Search Unity

Question Batching didn't help reduce my render time, what do I miss or not understand?

Discussion in 'General Graphics' started by AstrooLabe, Jun 1, 2021.

  1. AstrooLabe

    AstrooLabe

    Joined:
    Jan 3, 2019
    Posts:
    14
    Hi there, I think I need a little help to understand what I am doing wrong.

    I'm working on a prototype of city builder and I want to add a terrain editing feature based on blocks of diverse shapes and color.

    So, I tought that using batching on the blocks would help reduce the render time and, if I indeed have a low number of drawcalls thanks to the batching, for some reasons the render time still stay as high as before and go up if I try to render more blocks.

    How can I limit the render time in these conditions?
     
  2. bgolus

    bgolus

    Joined:
    Dec 7, 2012
    Posts:
    12,352
    There's a lot to unpack here. What exactly do you mean by batching, or render time?

    These might seem obvious, but there's multiple different kinds of batching.
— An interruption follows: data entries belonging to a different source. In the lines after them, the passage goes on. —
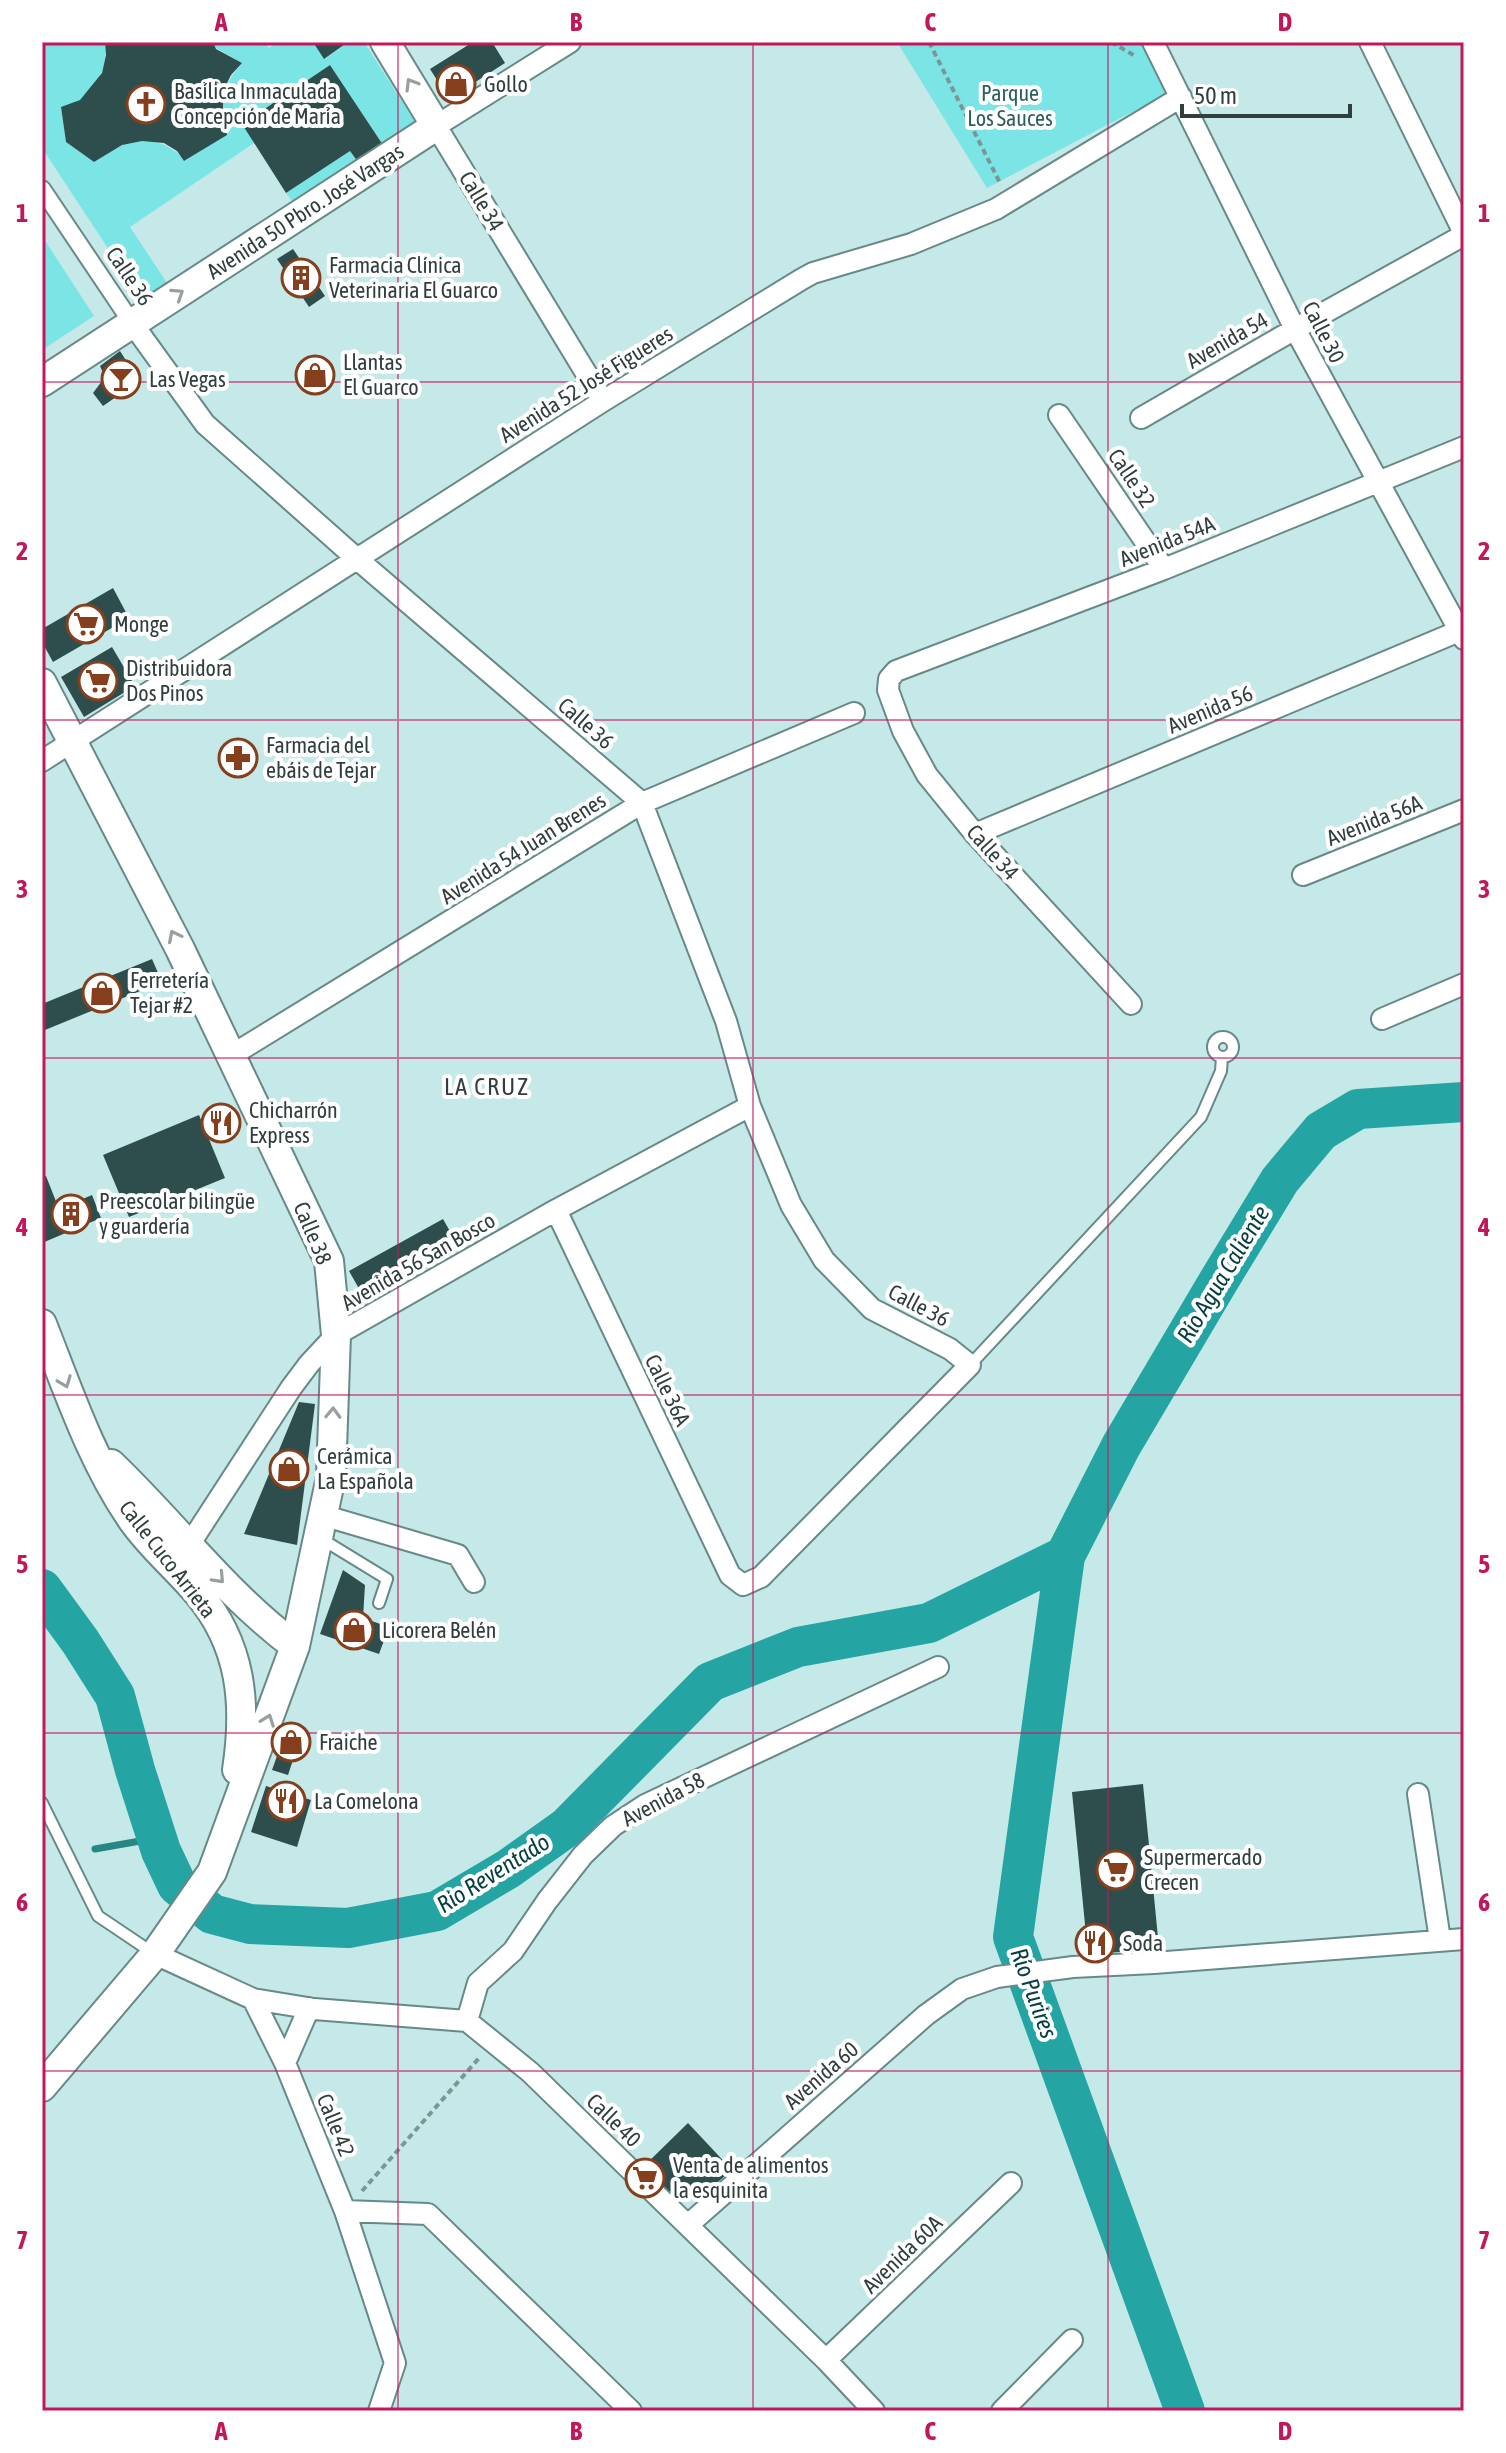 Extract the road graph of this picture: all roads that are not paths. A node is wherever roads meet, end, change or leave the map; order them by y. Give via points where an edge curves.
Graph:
1 (385, 42) edge
2 (570, 42) edge
3 (1370, 42) edge
4 (1145, 46) edge
5 (1181, 97) junction
6 (436, 126) junction
7 (42, 189) edge
8 (1464, 234) edge
9 (132, 323) junction
10 (1295, 329) junction
11 (42, 382) edge
12 (603, 401) junction
13 (1059, 415) dead end
14 (1141, 418) dead end
15 (1464, 447) edge
16 (1376, 482) junction
17 (356, 558) junction
18 (1164, 569) junction
19 (1462, 633) edge
20 (889, 679) joint
21 (42, 683) edge
22 (854, 713) dead end
23 (73, 741) junction
24 (42, 761) edge
25 (642, 803) junction
26 (1464, 810) edge
27 (975, 834) junction
28 (1303, 875) dead end
29 (1464, 984) edge
30 (1131, 1004) dead end
31 (1382, 1019) dead end
32 (232, 1055) junction
33 (1222, 1057) dead end
34 (750, 1106) junction
35 (556, 1210) junction
36 (42, 1324) edge
37 (336, 1335) junction
38 (970, 1365) junction
39 (88, 1441) junction
40 (320, 1526) junction
41 (189, 1545) junction
42 (474, 1582) dead end
43 (379, 1603) dead end
44 (295, 1646) junction
45 (938, 1667) dead end
46 (1418, 1794) dead end
47 (42, 1803) edge
48 (209, 1876) junction
49 (1464, 1939) edge
50 (1440, 1940) junction
51 (163, 1944) junction
52 (253, 1999) junction
53 (309, 2008) junction
54 (467, 2021) junction
55 (285, 2063) junction
56 (42, 2087) edge
57 (1011, 2183) dead end
58 (345, 2211) junction
59 (688, 2225) junction
60 (1072, 2340) dead end
61 (826, 2360) junction
62 (379, 2411) edge
63 (631, 2411) edge
64 (874, 2411) edge
65 (1002, 2411) edge

6 -> 1 main road, Calle 34
2 - 6 street, Avenida 50 Pbro. José Vargas
3 - 8 street
4 - 5 street, Calle 30
5 - 10 street, Calle 30
5 - 12 street, Avenida 52 José Figueres via 996,209 911,244 813,273
9 -> 6 main road, Avenida 50 Pbro. José Vargas
6 - 12 street, Calle 34
7 - 9 street, Calle 36
8 - 10 street, Avenida 54
9 - 11 main road, Avenida 50 Pbro. José Vargas
9 - 17 street, Calle 36 via 205,424
10 - 14 street, Avenida 54
10 - 16 street, Calle 30
12 - 17 street, Avenida 52 José Figueres
13 - 18 street, Calle 32
15 - 16 street, Avenida 54A
16 - 18 street, Avenida 54A
16 - 19 street, Calle 30
17 - 23 street, Avenida 52 José Figueres
17 - 25 street, Calle 36
18 - 20 street, Avenida 54A via 896,671
19 - 27 street, Avenida 56
20 - 27 street, Calle 34 via 903,731 927,775
21 - 23 main road, Calle 38
22 - 25 street, Avenida 54 Juan Brenes
23 - 24 street, Avenida 52 José Figueres
32 -> 23 main road, Calle 38
25 - 32 street, Avenida 54 Juan Brenes
25 - 34 street, Calle 36 via 726,1021
26 - 28 street, Avenida 56A
27 - 30 street, Calle 34
29 - 31 street
32 - 37 main road, Calle 38 via 329,1261
33 - 38 lane via 1201,1117
34 - 35 street, Avenida 56 San Bosco
34 - 38 street, Calle 36 via 791,1205 824,1260 872,1309
35 - 37 street, Avenida 56 San Bosco
35 - 38 street, Calle 36A via 730,1575 743,1585 761,1577
36 -> 39 main road
40 -> 37 main road, Calle 38 via 331,1477
37 - 41 street, Avenida 56 San Bosco via 291,1388
39 - 41 main road, Calle Cuco Arrieta
39 - 48 main road, Calle Cuco Arrieta via 132,1520 199,1594 237,1668 241,1740
40 - 42 street via 458,1555
40 - 43 lane via 387,1579
40 - 44 main road, Calle 38
41 -> 44 main road, Calle Cuco Arrieta via 261,1620
48 -> 44 main road, Calle 38
45 - 54 street, Avenida 58 via 645,1805 613,1826 583,1855 513,1951 478,1983
46 - 50 street
47 - 51 lane via 98,1916
48 - 51 main road
49 - 50 street
50 - 59 street, Avenida 60 via 1073,1967 997,1977 962,1989
51 - 52 street
51 - 56 main road
52 - 53 street
52 - 55 street, Calle 42
53 - 54 street
53 - 55 street
54 - 59 street, Calle 40 via 530,2072
55 - 58 street, Calle 42
57 - 61 street, Avenida 60A
58 - 62 street, Calle 42 via 395,2363
58 - 63 street via 428,2214
59 - 61 street, Calle 40
60 - 65 street
61 - 64 street, Calle 40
I'm going to guess you mean dynamic batching, which can improve GPU utilization at the cost of increased CPU usage as it has to combine meshes on the CPU. If you're currently CPU limited, batching is unlikely to be a benefit. Dynamic batching is also "dumb" in that it will rebuild the batched mesh every single update even if nothing changes.

    If by render time you're referring to the value in the stats window, that's the CPU render thread, which may increase when using batching since, as mentioned, it now has to combine meshes. It does not show anything related to the time the GPU is taking unless you're using Vsync or otherwise gets so far behind that it tells the CPU to wait.
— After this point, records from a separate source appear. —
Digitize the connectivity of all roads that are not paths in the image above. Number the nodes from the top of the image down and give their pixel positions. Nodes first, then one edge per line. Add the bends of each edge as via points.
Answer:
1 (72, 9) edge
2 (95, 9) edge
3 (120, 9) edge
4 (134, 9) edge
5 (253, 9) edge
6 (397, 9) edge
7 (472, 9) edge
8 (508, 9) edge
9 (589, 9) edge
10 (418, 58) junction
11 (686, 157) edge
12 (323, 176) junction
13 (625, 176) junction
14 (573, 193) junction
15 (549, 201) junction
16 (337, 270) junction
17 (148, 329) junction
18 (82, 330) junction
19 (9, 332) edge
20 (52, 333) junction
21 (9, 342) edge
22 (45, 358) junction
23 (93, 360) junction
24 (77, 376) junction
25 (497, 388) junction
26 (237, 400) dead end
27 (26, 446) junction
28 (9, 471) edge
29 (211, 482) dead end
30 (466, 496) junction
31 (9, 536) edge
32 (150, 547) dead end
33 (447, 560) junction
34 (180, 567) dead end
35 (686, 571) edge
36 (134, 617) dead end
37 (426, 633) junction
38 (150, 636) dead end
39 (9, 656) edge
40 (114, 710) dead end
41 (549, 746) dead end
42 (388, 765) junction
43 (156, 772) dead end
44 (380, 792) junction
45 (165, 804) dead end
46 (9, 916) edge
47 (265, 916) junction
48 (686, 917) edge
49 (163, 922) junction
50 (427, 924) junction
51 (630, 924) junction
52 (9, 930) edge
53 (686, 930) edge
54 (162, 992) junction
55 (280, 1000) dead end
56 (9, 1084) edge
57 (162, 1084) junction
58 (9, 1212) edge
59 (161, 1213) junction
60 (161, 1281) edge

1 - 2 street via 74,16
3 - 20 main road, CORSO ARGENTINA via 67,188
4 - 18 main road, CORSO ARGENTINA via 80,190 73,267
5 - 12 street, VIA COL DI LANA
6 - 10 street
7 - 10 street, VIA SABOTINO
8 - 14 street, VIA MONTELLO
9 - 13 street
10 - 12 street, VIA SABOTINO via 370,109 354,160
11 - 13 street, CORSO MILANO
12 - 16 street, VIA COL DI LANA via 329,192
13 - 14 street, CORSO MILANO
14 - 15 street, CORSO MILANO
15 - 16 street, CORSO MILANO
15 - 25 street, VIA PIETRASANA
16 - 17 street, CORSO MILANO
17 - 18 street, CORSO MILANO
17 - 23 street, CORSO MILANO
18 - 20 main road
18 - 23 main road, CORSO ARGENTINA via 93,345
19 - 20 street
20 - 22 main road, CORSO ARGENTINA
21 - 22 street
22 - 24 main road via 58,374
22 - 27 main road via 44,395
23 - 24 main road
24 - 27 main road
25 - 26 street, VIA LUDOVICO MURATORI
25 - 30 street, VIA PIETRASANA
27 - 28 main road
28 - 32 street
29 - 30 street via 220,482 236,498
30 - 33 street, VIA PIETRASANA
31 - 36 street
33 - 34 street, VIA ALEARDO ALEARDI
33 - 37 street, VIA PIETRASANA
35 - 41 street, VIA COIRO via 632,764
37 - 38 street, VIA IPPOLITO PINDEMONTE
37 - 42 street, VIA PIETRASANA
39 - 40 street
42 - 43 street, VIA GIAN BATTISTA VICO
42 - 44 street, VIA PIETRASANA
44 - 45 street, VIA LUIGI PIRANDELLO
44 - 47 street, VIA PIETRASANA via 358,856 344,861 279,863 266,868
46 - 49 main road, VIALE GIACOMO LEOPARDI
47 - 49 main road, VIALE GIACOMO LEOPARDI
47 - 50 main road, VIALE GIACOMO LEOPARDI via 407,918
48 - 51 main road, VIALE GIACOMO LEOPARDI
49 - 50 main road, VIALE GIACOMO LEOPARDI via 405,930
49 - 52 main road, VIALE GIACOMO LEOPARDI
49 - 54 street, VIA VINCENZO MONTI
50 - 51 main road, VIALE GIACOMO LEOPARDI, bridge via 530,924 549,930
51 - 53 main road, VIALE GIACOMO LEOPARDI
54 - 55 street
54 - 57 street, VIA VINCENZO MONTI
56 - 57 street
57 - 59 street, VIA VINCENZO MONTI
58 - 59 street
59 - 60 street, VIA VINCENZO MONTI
    If you're already GPU limited in terms of total vertex count or shading complexity, batching also won't help since you're still rendering the same number of vertices as before.


    Assuming you're not GPU bound, it's often beneficial to implement batching on your own. Split up your terrain into grid tiles made of several blocks and manually combine them using Mesh.CombineMeshes() and only update a tile when something changes in it. You may also want to look into greedy meshing, or even totally custom mesh combining, so you can weld vertices between blocks to reduce the vertex count if that is a problem for GPU performance. The reason to use tiles rather than combining the entire terrain as one piece is it allows frustum culling to still work, meaning the CPU can cull tiles that are not visible and thus the GPU isn't spending time calculating a lot of vertices it can't see.


    However the real answer to the question is ultimately "it depends" as there are so many possible reasons for why your framerate might not be good. The only way to know what is for you to profile it yourself and find out what's taking a long time. After that we may be able to assist more. Just be aware the answer may be an unappealing "render less stuff".